(Recorded data)

-- -- --

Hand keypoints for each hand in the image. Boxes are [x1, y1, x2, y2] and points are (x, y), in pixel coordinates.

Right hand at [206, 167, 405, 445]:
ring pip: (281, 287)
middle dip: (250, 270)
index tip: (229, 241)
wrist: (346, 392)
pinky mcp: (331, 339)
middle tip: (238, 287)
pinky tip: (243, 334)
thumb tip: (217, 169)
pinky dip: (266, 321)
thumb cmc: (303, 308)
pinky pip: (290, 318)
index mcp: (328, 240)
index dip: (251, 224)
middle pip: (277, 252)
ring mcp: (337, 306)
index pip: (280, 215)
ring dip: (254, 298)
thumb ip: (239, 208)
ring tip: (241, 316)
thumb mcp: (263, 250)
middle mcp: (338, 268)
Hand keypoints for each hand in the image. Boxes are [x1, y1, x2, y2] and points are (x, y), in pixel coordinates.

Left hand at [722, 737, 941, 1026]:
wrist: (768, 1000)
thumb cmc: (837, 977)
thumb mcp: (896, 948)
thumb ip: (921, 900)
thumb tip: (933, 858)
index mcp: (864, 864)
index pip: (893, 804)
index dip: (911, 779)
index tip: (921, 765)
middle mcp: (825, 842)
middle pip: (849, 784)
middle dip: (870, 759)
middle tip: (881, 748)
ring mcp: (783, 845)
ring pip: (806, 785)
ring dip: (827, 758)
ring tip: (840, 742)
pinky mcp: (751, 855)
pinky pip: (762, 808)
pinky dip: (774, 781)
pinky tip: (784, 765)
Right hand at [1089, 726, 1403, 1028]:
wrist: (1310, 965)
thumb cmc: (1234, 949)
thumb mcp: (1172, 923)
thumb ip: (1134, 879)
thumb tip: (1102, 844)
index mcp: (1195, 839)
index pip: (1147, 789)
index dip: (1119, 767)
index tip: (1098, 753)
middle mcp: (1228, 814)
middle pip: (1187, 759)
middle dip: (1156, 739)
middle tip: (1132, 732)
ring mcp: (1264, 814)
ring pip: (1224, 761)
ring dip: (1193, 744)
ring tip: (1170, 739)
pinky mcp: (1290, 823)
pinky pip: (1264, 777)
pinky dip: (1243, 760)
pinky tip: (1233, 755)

-- -- --

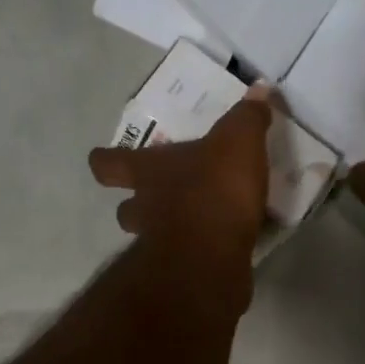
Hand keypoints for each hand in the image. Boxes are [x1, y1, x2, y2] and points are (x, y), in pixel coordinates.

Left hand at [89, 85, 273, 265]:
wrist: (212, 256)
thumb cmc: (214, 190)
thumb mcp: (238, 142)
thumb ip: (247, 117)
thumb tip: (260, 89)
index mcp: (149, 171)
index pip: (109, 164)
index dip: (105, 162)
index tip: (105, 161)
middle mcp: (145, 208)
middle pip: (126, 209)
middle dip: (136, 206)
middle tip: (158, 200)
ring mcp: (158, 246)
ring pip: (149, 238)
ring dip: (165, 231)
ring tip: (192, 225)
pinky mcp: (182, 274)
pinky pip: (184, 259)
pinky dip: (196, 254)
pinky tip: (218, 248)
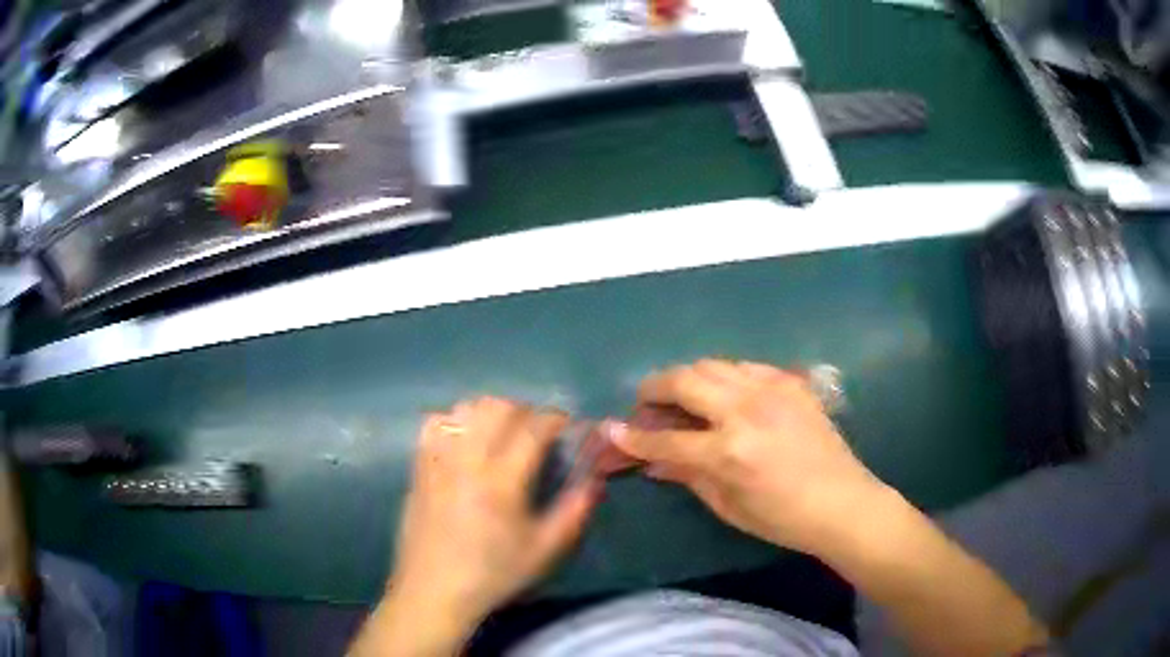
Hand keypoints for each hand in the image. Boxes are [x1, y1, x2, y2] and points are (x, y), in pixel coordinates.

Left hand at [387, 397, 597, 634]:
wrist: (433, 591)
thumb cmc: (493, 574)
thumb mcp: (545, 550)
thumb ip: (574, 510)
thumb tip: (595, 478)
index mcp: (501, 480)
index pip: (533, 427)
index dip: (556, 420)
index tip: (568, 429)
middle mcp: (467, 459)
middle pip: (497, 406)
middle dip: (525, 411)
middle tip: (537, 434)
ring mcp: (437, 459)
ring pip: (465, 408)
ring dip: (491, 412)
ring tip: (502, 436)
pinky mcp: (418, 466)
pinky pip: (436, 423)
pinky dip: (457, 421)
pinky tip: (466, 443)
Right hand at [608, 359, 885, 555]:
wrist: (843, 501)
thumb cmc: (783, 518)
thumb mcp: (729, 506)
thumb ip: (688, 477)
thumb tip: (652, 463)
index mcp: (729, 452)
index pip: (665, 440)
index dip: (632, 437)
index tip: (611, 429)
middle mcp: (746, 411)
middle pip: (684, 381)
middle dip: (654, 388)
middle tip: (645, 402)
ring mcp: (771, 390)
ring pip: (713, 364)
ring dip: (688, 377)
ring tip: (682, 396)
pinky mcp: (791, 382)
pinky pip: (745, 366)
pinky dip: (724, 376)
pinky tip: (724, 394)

-- -- --

> _Task details_:
Print an exact copy of the lines above, from the one containing "pinky tip: (218, 248)" through the one containing "pinky tip: (724, 394)", and leave out the pictures.

> _Answer to the problem_:
pinky tip: (218, 248)
Hand keypoints for each hand in the image. Boxes are [x1, y1, x2, y2] and points are (x, y), in pixel coordinates.

Left hand at [387, 397, 597, 634]:
wrist: (433, 591)
thumb cmc: (493, 574)
thumb mcp: (545, 550)
thumb ip: (574, 510)
thumb tip: (595, 478)
index mcp: (501, 480)
index pip: (533, 427)
index dip: (556, 420)
index tip: (568, 429)
middle mcp: (467, 459)
middle pip: (497, 406)
middle dip: (525, 411)
middle tip: (537, 434)
ring mcp: (437, 459)
ring pip: (465, 408)
ring dip: (491, 412)
ring tip: (502, 436)
pinky mcp: (418, 466)
pinky pip: (436, 423)
pinky dip: (457, 421)
pinky tip: (466, 443)
Right hand at [608, 359, 885, 555]:
wrist: (843, 501)
thumb cmc: (783, 518)
thumb mcp: (729, 506)
thumb ip: (688, 477)
thumb tip: (652, 463)
index mcp: (729, 452)
index pip: (665, 440)
index dip: (632, 437)
index tip: (611, 429)
middle mcp: (746, 411)
middle pip: (684, 381)
middle dip: (654, 388)
middle tip: (645, 402)
ring mcp: (771, 390)
ring pip: (713, 364)
ring dip: (688, 377)
ring tip: (682, 396)
pinky mcp: (791, 382)
pinky pip: (745, 366)
pinky dip: (724, 376)
pinky tip: (724, 394)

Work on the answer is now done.